Olhe para o lado.

[Discurso Orador – Colação de Grau 2/2010]

O meu discurso ideal não começaria assim. Ele não seria marcado por tristeza ou comoção. Hoje é um dia de festa, mesmo que daquelas saudosas. O meu discurso começaria diferente, se não fosse a chuva de ontem. A UnB que tivemos por 4 anos ruía na nossa frente. Espaços alagados, paredes levadas, imagens de arrepiar. Mas mesmo com todos os danos, a UnB não para. Porque não são os aparelhos, as paredes ou os laboratórios que nos movem. É o amor pelo conhecimento, a vontade de crescer e a dedicação de cada aluno, cada professor e cada funcionário. O meu discurso ideal não começaria assim, mas ele precisa começar assim. Antes de prosseguir, eu queria pedir uma salva de palmas à universidade que nós fizemos e que nos fez chegar até aqui.

Depois disso, eu queria pedir algo pra vocês. Olhe para o seu lado. É, só olhe para o lado. O que você vê? A gente passa tanto tempo olhando para trás, lembrando do passado, ou olhando para frente, tentando adivinhar o futuro. Mas olhe para o seu lado só pra variar. Me diz, você consegue ver? Vê os sonhos, os desejos? Os problemas, as vitórias? As qualidades e os defeitos? Você consegue ver além do que se vê? Foi com essas pessoas que passamos quatro anos das nossas vidas. Mudamos, crescemos, nos conhecemos. Mas pra que? Qual o propósito de passar por tudo isso? Estudar, virar noite, fazer fichamento, pintar pontinhos e pintinhos, decupar matéria, procurar cenário. Pra que serve apurar notícia, escrever roteiro, aprovar uma peça? Nosso diploma não garante emprego nenhum. Pra que? Para aprender a olhar para o lado. Dos meus quatro anos de UnB, essa foi a maior lição que eu aprendi.

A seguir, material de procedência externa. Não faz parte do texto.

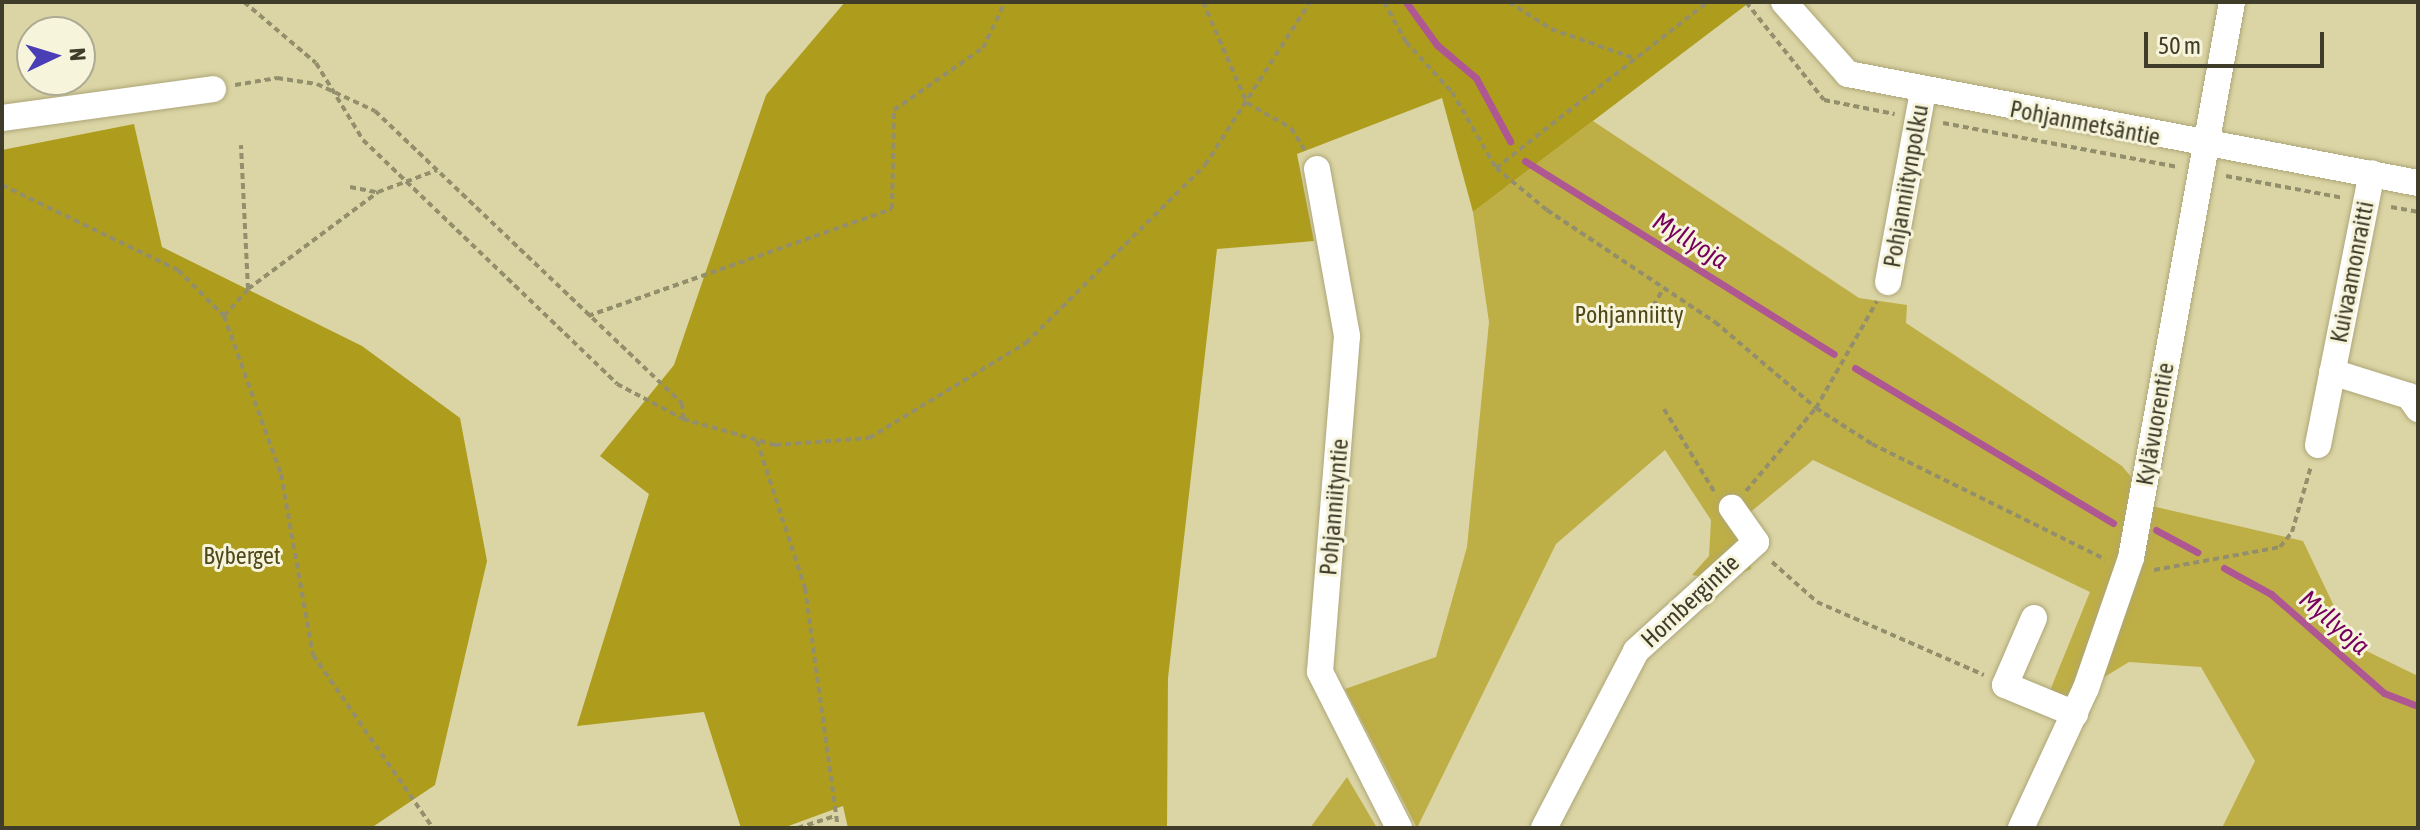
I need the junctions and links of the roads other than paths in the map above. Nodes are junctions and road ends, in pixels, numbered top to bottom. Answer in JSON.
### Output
{"nodes":[{"id":1,"x":1784,"y":2,"type":"edge"},
{"id":2,"x":2232,"y":2,"type":"edge"},
{"id":3,"x":213,"y":89,"type":"road end"},
{"id":4,"x":1923,"y":91,"type":"junction"},
{"id":5,"x":2,"y":118,"type":"edge"},
{"id":6,"x":2204,"y":147,"type":"junction"},
{"id":7,"x":1317,"y":169,"type":"road end"},
{"id":8,"x":2372,"y":173,"type":"junction"},
{"id":9,"x":2418,"y":183,"type":"edge"},
{"id":10,"x":1888,"y":282,"type":"road end"},
{"id":11,"x":2332,"y":372,"type":"junction"},
{"id":12,"x":2418,"y":409,"type":"edge"},
{"id":13,"x":2318,"y":445,"type":"road end"},
{"id":14,"x":1732,"y":508,"type":"road end"},
{"id":15,"x":2034,"y":618,"type":"dead end"},
{"id":16,"x":2075,"y":714,"type":"junction"},
{"id":17,"x":1399,"y":828,"type":"edge"},
{"id":18,"x":1544,"y":828,"type":"edge"},
{"id":19,"x":2021,"y":828,"type":"edge"}],
"edges":[{"from":1,"to":4,"type":"street","name":"Pohjanmetsäntie"},
{"from":2,"to":6,"type":"street","name":"Kylävuorentie"},
{"from":3,"to":5,"type":"street"},
{"from":4,"to":6,"type":"street","name":"Pohjanmetsäntie"},
{"from":4,"to":10,"type":"street","name":"Pohjanniitynpolku"},
{"from":6,"to":8,"type":"street","name":"Pohjanmetsäntie"},
{"from":6,"to":16,"type":"street","name":"Kylävuorentie"},
{"from":7,"to":17,"type":"street","name":"Pohjanniityntie"},
{"from":8,"to":9,"type":"street","name":"Pohjanmetsäntie"},
{"from":8,"to":11,"type":"street","name":"Kuivaamonraitti"},
{"from":11,"to":12,"type":"street","name":"Kuivaamonraitti"},
{"from":11,"to":13,"type":"street","name":"Kuivaamonraitti"},
{"from":14,"to":18,"type":"street","name":"Hornbergintie"},
{"from":15,"to":16,"type":"street"},
{"from":16,"to":19,"type":"street","name":"Kylävuorentie"}]}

Conhecer pessoas maravilhosas, mergulhar e descobrir cada pedaço delas. Dividir momentos e encontrar denominadores comuns. Rir, gargalhar, prender o riso e gargalhar de novo. Chorar, gritar, pedir perdão e sair correndo. Abraçar, consolar, apoiar em qualquer situação. Entender que estar na Universidade é mais que conviver com pessoas, mas vive-las, intensamente. Compreender o outro vai além de gostar ou concordar, mas sim aceitar. Nesses quatro anos, nos aceitamos, nos vivemos e tenho certeza, não nos arrependemos de nada.

Eu podia dizer que nunca vamos nos esquecer, que nossa amizade é para sempre ou que essa foi a melhor época das nossas vidas. Mas olhe para o lado. Será que precisa dizer? Em cada um, você encontra uma história, uma trombada no corredor, uma aula na ala sul, uma ida ao Ceubinho.

Cada um aqui viveu e experimentou uma UnB diferente. Essa é a beleza da nossa Universidade. A gente se descobre nesses corredores, se vê independente, lutando para ser um profissional enquanto ainda aprendemos a sair das asas dos nossos pais. A UnB é realidade. Quem diz que aqui a gente só vê teoria esquece que ela é prática em cada conversa com um professor, em cada desafio superado, em cada projeto realizado. Perdemos as contas de quantos seminários, trabalhos e até provas realizamos. Mas de todos eles, o que fica é a experiência de ter dividido o mesmo espaço com todas essas pessoas e, claro, com esses grandes mestres. Respeitados não só pelo que já fizeram em suas carreiras, mas pelo que nos fazem fazer com as nossas. Vocês foram inspiração em diversos momentos. Agora, é hora de agradecer por tudo. Com vocês, sentimos frustração, satisfação, mas acima de tudo, orgulho. Sentimento que expressa o dever cumprido. Não com o cliente, não com o produto, mas com nós mesmos. Estamos todos aqui para o nosso crescimento. Trabalhamos, estudamos e aprendemos para voarmos mais alto. E com a ajuda de um amigo é muito mais fácil.

Com certeza, vocês devem lembrar de momentos marcantes, momentos que nós e os professores jamais esqueceremos. Essa é a beleza da vida. É viver para recordar. É viver para criar novas histórias. Algo extremamente importante para nós, comunicadores. Hoje, chega ao fim uma das histórias mais bonitas que vivemos. A melhor época das nossas vidas, alguns insistem em dizer. É hora de olhar para a frente, mirar num horizonte que parece longe, mas que chega rápido, como num piscar de olhos.

Ontem mesmo estávamos entrando nesse campus pela primeira vez. Hoje saímos, com uma única preocupação. Olhar mais pro lado. Afinal, olha só o que a gente podia ter perdido se não tivesse feito isso. Muito obrigado.